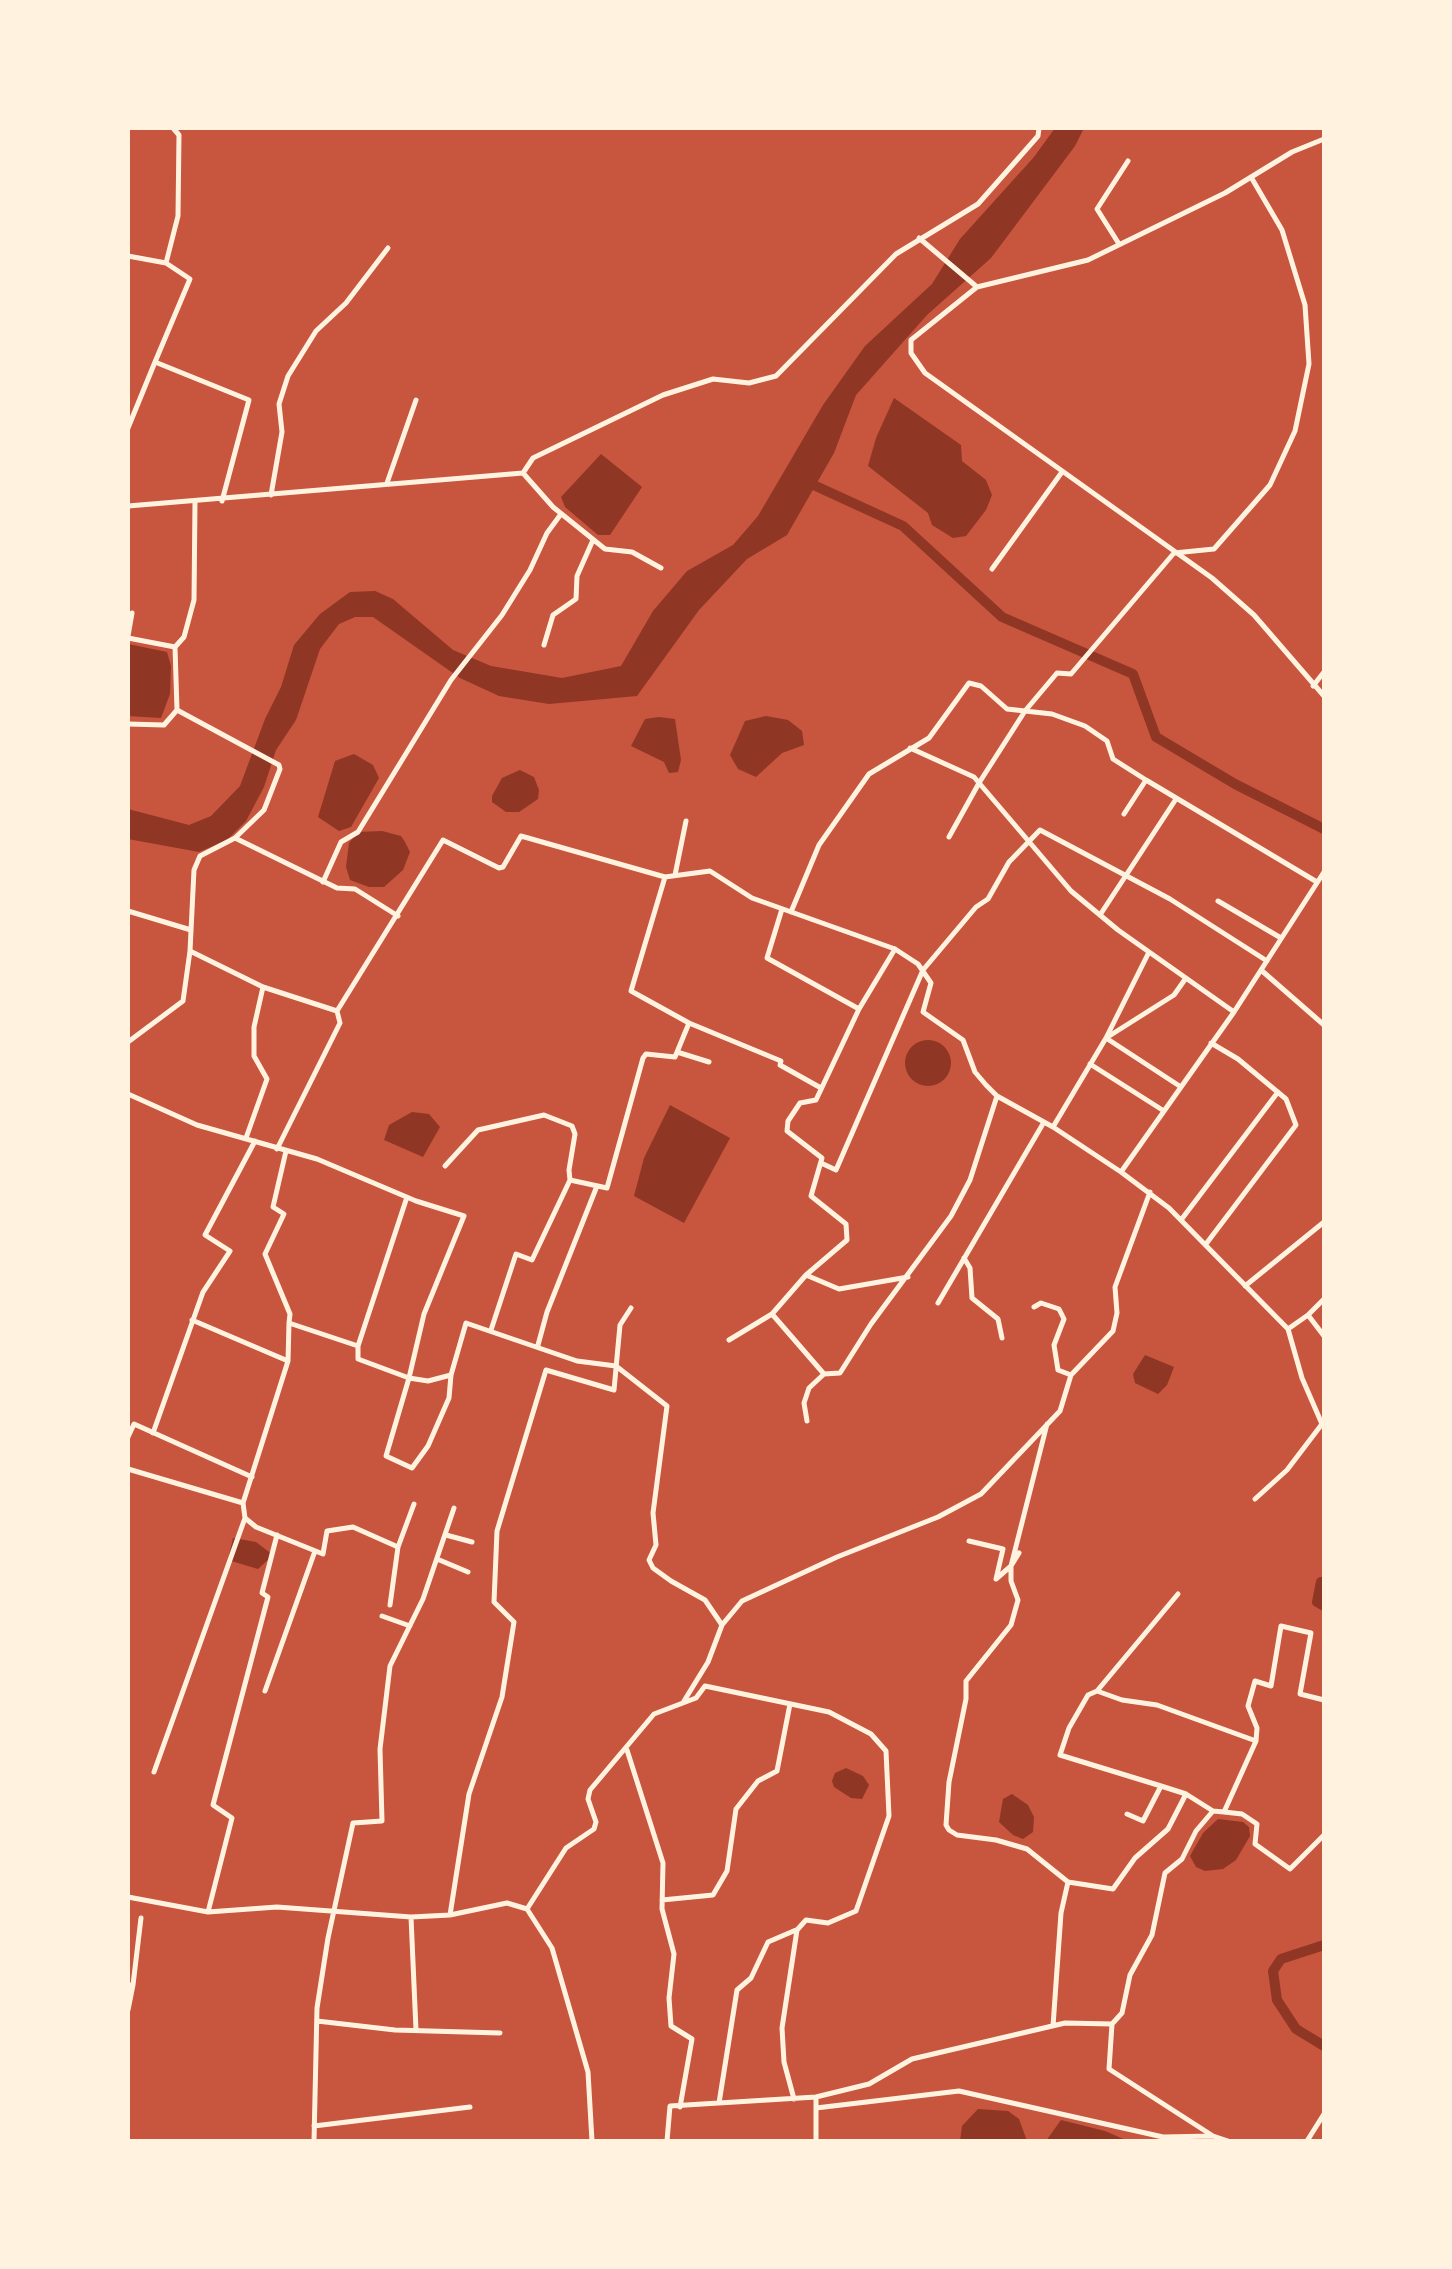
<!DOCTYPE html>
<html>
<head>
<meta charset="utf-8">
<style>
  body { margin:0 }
  #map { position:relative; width:1452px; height:2269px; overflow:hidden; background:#c8553d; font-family:"DM Sans",sans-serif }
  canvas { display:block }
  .frame { position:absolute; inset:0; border:130px solid #fff3e0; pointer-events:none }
</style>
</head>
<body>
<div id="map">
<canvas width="1452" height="2269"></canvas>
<div class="frame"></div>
</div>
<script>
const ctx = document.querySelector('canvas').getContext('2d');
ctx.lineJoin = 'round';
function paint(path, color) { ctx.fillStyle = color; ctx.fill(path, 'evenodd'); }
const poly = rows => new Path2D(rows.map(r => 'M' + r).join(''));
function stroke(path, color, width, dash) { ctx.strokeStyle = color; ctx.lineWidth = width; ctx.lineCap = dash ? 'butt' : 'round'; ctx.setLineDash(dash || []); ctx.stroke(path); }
paint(poly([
  [1055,128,1084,128,1075,146,991,258,927,315,856,395,834,453,787,535,747,559,699,610,637,696,549,704,499,696,460,678,373,617,355,617,339,624,320,649,296,720,276,750,264,787,246,821,227,840,199,852,128,839,128,809,189,825,211,816,240,786,265,719,281,687,294,645,320,614,350,592,375,591,393,599,453,650,491,666,562,678,621,666,653,611,687,571,733,545,758,516,823,405,865,346,932,284,960,239,1034,157],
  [894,398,961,445,962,461,986,480,992,495,986,510,966,536,953,538,932,525,928,513,868,466,876,438],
  [601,454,642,487,610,535,598,535,565,507,561,497],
  [128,644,167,652,171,666,170,694,161,718,128,716],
  [766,716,788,720,802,731,804,745,782,753,756,777,738,769,730,755,745,721],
  [659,717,675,719,681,760,678,772,669,773,664,762,631,746,645,719],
  [354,754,373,765,379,778,351,827,339,831,318,817,335,761],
  [520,770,534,777,539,790,538,799,519,812,506,812,492,802,492,796,502,778],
  [382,831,401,836,405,842,410,852,403,870,384,887,369,887,350,880,346,867,349,843,358,832],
  '905 1063a23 23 0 1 1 46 0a23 23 0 1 1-46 0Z',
  [670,1105,730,1138,684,1223,634,1196,644,1158],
  [412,1112,429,1114,440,1127,423,1157,384,1140,389,1125],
  [1145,1355,1174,1367,1167,1385,1158,1394,1135,1383,1133,1374],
  [233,1538,256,1542,273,1555,258,1569,228,1560],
  [846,1768,863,1776,869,1785,862,1799,851,1798,834,1787,832,1781,835,1773],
  [1012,1794,1028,1805,1034,1817,1033,1832,1023,1839,1013,1835,999,1822,1003,1799],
  [1218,1819,1243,1822,1249,1827,1250,1836,1236,1860,1223,1869,1205,1871,1196,1867,1190,1856,1203,1833],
  [978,2109,1008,2111,1019,2119,1027,2141,960,2141,962,2126],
  [1061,2120,1105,2131,1128,2141,1046,2141]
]), '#8f3625');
stroke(poly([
  [807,482,903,526,1002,617,1133,674,1156,737,1235,784,1324,829],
  [1321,1582,1317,1602,1324,1606],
  [1324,1945,1281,1959,1273,1971,1277,2000,1296,2029,1324,2046]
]), '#8f3625', 10);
stroke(poly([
  [173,128,179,135,178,216,166,263,190,279,155,362,249,400,222,501],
  [1324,139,1292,152,1225,193,1088,260,977,287,911,340,911,353,925,373,1212,578,1254,615,1324,696],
  [919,238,977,287],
  [1119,244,1097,209,1128,161],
  [128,256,166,263],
  [128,428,155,362],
  [523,473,553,507,605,549,632,552,661,568],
  [387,483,416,400],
  [271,495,282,432,279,404,288,376,316,331,346,303,388,248],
  [128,506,523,473,533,458,663,395,713,379,749,383,776,376,896,254,978,204,1038,136,1039,128],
  [992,569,1062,472],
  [128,636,132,613],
  [128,638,175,647],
  [544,645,553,615,576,599,577,576,593,540],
  [1313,686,1324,672],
  [128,724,164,725,177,710,175,647,184,637,194,600,195,502],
  [910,748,974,777,1071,891,1118,930,1234,1012],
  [1124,814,1146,780,1317,882],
  [949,837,979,783,1025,711,1057,673,1071,674,1174,553,1214,549,1270,485,1295,431,1309,364,1305,305,1282,230,1251,177],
  [235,838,337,888,355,889,398,916],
  [675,875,686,821],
  [665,877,631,991,689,1023,781,1061,780,1065,821,1088],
  [323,882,341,842,358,832,451,680,502,615,530,570,547,533,561,514],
  [1218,901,1281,938],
  [782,909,767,958,859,1009],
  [128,911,191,930],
  [791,912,819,845,869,774,929,738,969,683,981,686,1007,709,1052,714,1085,726,1107,741,1113,759,1146,780],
  [1100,915,1176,799],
  [190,951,263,987,337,1011,443,840,499,868,503,867,521,836,665,877,710,871,752,898,895,949,918,964,931,983,923,1012,963,1040,975,1072,986,1085,997,1096,1053,1127,1121,1172,1234,1012,1324,872],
  [1149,952,1106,1038,1181,1087],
  [1261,970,1324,1025],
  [128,1042,183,1001,190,951,194,870,200,856,235,838,264,810,280,769,279,765,177,710],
  [677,1052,709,1062],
  [1090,1064,1164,1111],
  [128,1094,197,1125,317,1159,416,1201,464,1216,424,1314,409,1378,358,1359,358,1346,289,1323,288,1361,243,1503,128,1469],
  [1053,1127,1106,1038,1174,995,1186,978],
  [246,1138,267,1079,254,1056,254,1027,263,987],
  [277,1149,340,1023,337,1011],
  [286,1151,273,1207,284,1214,265,1254,290,1314,289,1323],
  [821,1163,836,1170,923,970,976,907,988,899,1009,862,1040,830,1170,899,1267,961],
  [445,1166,478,1130,544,1115,572,1126,575,1134,569,1170,570,1180],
  [1121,1172,1169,1208,1288,1329,1308,1315,1324,1299],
  [1181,1220,1278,1092],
  [1206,1244,1296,1125,1286,1099,1238,1059,1211,1043],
  [964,1258,970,1268,972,1298,998,1319,1002,1338],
  [806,1275,839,1289,908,1277],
  [1245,1286,1324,1222],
  [938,1303,1044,1122],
  [1034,1307,1041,1303,1059,1309,1064,1319,1054,1345,1058,1370,1071,1375,1113,1331,1117,1313,1115,1287,1150,1192],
  [772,1314,824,1374],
  [1308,1315,1324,1336],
  [192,1320,288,1361],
  [491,1330,516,1254,532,1260,570,1180,607,1188,643,1058,646,1054,675,1057,689,1023],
  [729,1340,772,1314,806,1275,847,1240,846,1224,811,1196,822,1158,787,1131,788,1121,800,1103,816,1100,859,1009,895,949],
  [538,1345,547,1312,597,1186],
  [358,1346,407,1197],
  [451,1375,449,1398,428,1446,412,1468,386,1456,409,1378,428,1381,451,1375,466,1323,577,1361,616,1366,667,1406,653,1513,656,1545,649,1560,653,1568,671,1581,705,1600,722,1625],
  [807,1421,804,1403,809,1388,824,1374,840,1373,871,1324,951,1216,970,1180,997,1096],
  [153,1433,203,1292,230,1251,205,1235,255,1141],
  [128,1437,134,1424,252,1477],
  [1255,1499,1287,1470,1322,1424,1302,1378,1288,1329],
  [243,1503,245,1518,256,1527,323,1554,327,1531,353,1527,398,1547],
  [446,1535,472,1542],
  [969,1541,1003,1549,996,1579,1011,1566,1047,1424],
  [1019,1553,1011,1566,1011,1581,1018,1600,1011,1625,966,1681,966,1699,949,1782,946,1825,949,1830,957,1835,996,1840,1027,1849,1068,1882,1113,1889,1135,1858,1168,1829,1186,1794],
  [437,1559,468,1572],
  [390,1605,398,1547,414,1504],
  [382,1616,410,1626],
  [265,1691,315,1551],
  [1097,1691,1178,1594],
  [1324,1700,1300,1694,1311,1633,1281,1626,1271,1686,1255,1681,1248,1706,1257,1728,1256,1741,1224,1812,1242,1814,1257,1824,1255,1844,1290,1869,1324,1835],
  [684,1701,708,1662,722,1625,742,1601,837,1557,938,1517,981,1494,1060,1411,1071,1375],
  [627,1750,663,1863,662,1909,674,1954,669,1998,671,2026,692,2039,680,2107],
  [154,1772,245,1518],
  [1161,1786,1060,1755,1069,1728,1088,1695,1097,1691,1122,1700,1157,1705,1256,1741],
  [1127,1814,1143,1821,1161,1786,1186,1794,1213,1811,1224,1812],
  [128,1897,208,1912,277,1907,411,1917,450,1915,507,1903,527,1909,566,1848,594,1829,596,1822,588,1799,590,1790,654,1714,696,1698,705,1686,829,1712,871,1734,886,1751,889,1816,856,1911,828,1923,806,1920,797,1930,782,2028,784,2062,794,2099],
  [662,1900,713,1895,727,1871,736,1809,758,1781,777,1771,790,1704],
  [527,1909,552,1948,588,2072,592,2141],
  [208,1912,232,1818,213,1805,268,1597,262,1593,277,1535],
  [450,1915,469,1794,502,1697,514,1622,494,1602,497,1531,546,1370,614,1390,620,1325,631,1308],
  [411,1917,416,2030],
  [128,1985,133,1985,128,2010],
  [133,1985,141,1918],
  [317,2021,395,2030,500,2033],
  [1112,2024,1109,2069,1213,2136,1228,2141],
  [1053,2026,1061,1913,1068,1882],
  [719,2103,737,1990,751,1978,768,1942,796,1930],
  [816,2108,959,2091,1163,2137,1213,2136],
  [314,2126,470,2107],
  [314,2141,317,2008,328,1938,353,1823,382,1821,380,1749,390,1666,423,1599,454,1508],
  [667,2141,670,2106,816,2097],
  [816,2141,816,2097,869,2084,912,2059,1065,2023,1112,2024,1122,2013,1130,1975,1152,1935,1165,1873,1182,1859,1196,1831,1213,1811],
  [1307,2141,1324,2114]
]), '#fff3e0', 5);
</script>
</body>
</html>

☆ ☆ ☆ ☆ ☆

Problem description: Go through the material above, and wherever a line contains the string "canvas", return it.

Answer to this problem:
  canvas { display:block }
<canvas width="1452" height="2269"></canvas>
const ctx = document.querySelector('canvas').getContext('2d');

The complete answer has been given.